Seit über einem Jahr tobt die kriegerische Auseinandersetzung in der Ukraine. Ich habe mir einmal die Frage gestellt, was dieser Krieg mit uns macht. Was bewirkt er in uns und wie gehen wir damit um? Viele von uns verbinden mit dem Kriegsbeginn in der Ukraine die oft zitierte Zeitenwende. Dabei ist der Konflikt in der Ukraine nicht der einzige Krieg, der auf dieser Welt geführt wird. Neben dem Krieg in der Ukraine finden beispielsweise auch im Südsudan, in Syrien oder auch im Jemen kriegerische Handlungen statt. Jeder geht auf seine ureigeneweise mit diesem Krieg um. Während die kriegerischen Auseinandersetzungen mitten in Europa den einen Angst bereiten, schieben Andere ihre Sorgen einfach beiseite.
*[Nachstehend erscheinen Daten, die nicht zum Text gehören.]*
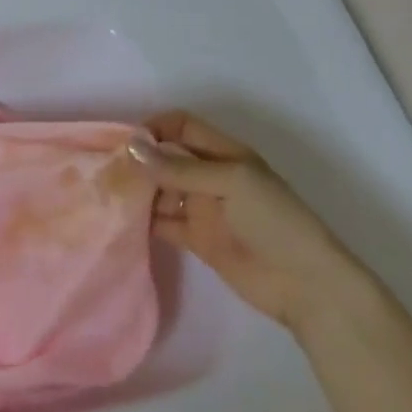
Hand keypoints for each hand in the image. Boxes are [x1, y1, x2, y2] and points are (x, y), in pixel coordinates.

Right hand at [129, 110, 375, 333]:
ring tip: (107, 196)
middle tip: (106, 170)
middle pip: (166, 157)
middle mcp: (210, 176)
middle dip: (139, 159)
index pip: (182, 127)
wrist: (305, 284)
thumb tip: (131, 148)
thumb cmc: (273, 221)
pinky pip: (162, 222)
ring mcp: (202, 208)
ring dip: (137, 190)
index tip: (126, 143)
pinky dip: (142, 220)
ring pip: (160, 190)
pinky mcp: (195, 238)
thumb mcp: (230, 183)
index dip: (155, 128)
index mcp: (225, 154)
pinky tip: (120, 220)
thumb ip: (179, 168)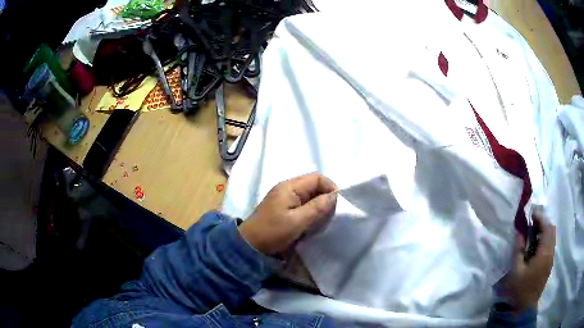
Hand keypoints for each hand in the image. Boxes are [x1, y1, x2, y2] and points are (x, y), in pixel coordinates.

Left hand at [238, 173, 337, 254]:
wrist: (250, 244)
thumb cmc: (273, 232)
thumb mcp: (297, 221)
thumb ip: (317, 207)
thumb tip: (335, 195)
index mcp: (290, 187)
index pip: (317, 178)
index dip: (330, 188)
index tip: (338, 204)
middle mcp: (288, 188)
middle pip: (314, 185)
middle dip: (325, 196)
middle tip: (332, 213)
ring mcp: (285, 197)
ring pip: (309, 195)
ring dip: (319, 204)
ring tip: (324, 218)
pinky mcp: (284, 207)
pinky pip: (303, 203)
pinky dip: (311, 209)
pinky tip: (314, 220)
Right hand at [499, 213, 555, 312]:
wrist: (523, 309)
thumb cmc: (519, 290)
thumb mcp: (516, 270)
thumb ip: (518, 249)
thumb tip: (519, 230)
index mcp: (544, 253)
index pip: (546, 227)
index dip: (540, 217)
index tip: (531, 213)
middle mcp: (550, 253)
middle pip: (551, 230)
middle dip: (542, 222)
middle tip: (531, 223)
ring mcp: (550, 259)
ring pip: (551, 237)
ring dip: (543, 231)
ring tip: (532, 233)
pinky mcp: (548, 265)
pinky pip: (549, 245)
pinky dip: (544, 240)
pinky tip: (535, 247)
Wir leben in Zeiten in denen sich ein gewisser Weltschmerz ausbreitet. Genährt wird dieser Schmerz von einer Wirtschaft -und Energiekrise. Wir fühlen uns machtlos, wütend und natürlich haben wir auch Angst vor einer nuklearen Katastrophe. Dabei ist dieser Krieg in erster Linie ein Angriff auf die Menschen in der Ukraine. Ganz gleich wer Recht oder auch Unrecht hat, derjenige der Gewalt als Mittel wählt, hat aus meiner Sicht immer verloren. In Europa herrschte fast 80 Jahre lang Frieden. Das ist nun vorbei! Was macht das mit uns und wie gehen wir mit dieser Angst um? Wir alle verfallen in einen gewissen Pessimismus. Beim genaueren Blick auf die Dinge sehen wir nur noch schwarz oder weiß. Die gesunde Mitte haben wir längst aus den Augen verloren. Wir fühlen uns ohnmächtig und sind verzweifelt. In unserer Not fühlen wir uns verlassen und im Stich gelassen.
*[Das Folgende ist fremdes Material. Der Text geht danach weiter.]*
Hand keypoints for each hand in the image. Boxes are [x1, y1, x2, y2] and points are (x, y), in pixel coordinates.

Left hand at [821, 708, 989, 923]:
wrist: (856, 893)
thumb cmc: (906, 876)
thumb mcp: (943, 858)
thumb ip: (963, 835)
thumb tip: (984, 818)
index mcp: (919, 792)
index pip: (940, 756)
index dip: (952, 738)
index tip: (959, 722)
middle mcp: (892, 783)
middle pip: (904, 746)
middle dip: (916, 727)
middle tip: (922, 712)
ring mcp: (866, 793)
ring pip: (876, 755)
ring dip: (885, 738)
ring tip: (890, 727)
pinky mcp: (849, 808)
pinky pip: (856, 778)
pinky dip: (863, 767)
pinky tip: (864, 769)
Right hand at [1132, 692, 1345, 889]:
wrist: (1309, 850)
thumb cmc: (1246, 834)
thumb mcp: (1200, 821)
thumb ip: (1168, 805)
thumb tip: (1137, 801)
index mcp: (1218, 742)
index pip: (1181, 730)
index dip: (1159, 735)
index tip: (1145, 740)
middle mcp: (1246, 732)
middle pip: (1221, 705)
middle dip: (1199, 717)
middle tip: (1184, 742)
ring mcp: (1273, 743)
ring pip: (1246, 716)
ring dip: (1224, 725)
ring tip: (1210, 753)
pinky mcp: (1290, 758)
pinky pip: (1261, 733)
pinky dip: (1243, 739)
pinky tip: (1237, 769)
Eigentlich gab es auf diesem Planeten nie einen weltweiten Frieden. Irgendwo wurde immer gekämpft. Dabei ging es wie immer um Politik, Macht oder Glauben und Religion. Die Dinge haben sich kaum verändert, sondern bestenfalls verschoben. Krieg ist Krieg. Am Ende leidet immer die Bevölkerung. Zivilisten sterben und Millionen von Eltern verlieren ihre Söhne. Das Ganze nur um die Eitelkeiten irgendwelcher machtgierigen Menschen zu stillen. Was würden wir tun, wenn es heute in unserem Land losginge ? Würdet wir unser Heimatland nach einem Angriff verteidigen? Würdet ihr fliehen? Was würdet ihr tun?
Krieg ist etwas Furchtbares. Krieg ist immer anders und wird auf viele Arten geführt. Die Menschen in unserem Heimatort Dirmingen haben in den beiden Weltkriegen schreckliches erlebt. Die Ereignisse in Dirmingen vor über 80 Jahren mit den Geschehnissen in der Ukraine aufzuwiegen oder zu vergleichen ist unmöglich. Dennoch könnte uns ein Blick auf die eigene Vergangenheit helfen zu verstehen.
Zeitensprung: In den beiden Weltkriegen war es für die Soldaten eine Ehrensache für das eigene Vaterland zu sterben. Stimmt das? Wer verliert schon gerne sein Leben für eine Fahne oder ein Land. Patriotismus wurde in den beiden vorherigen Weltkriegen großgeschrieben. Heute verteidigen die Menschen in der Ukraine ihr Heimatland und sterben auch für ihre Familien. Am Ende ist es jedoch immer das Gleiche. Wir ziehen in den Krieg für unser Vaterland. Wer nicht mit uns ist, ist gegen uns.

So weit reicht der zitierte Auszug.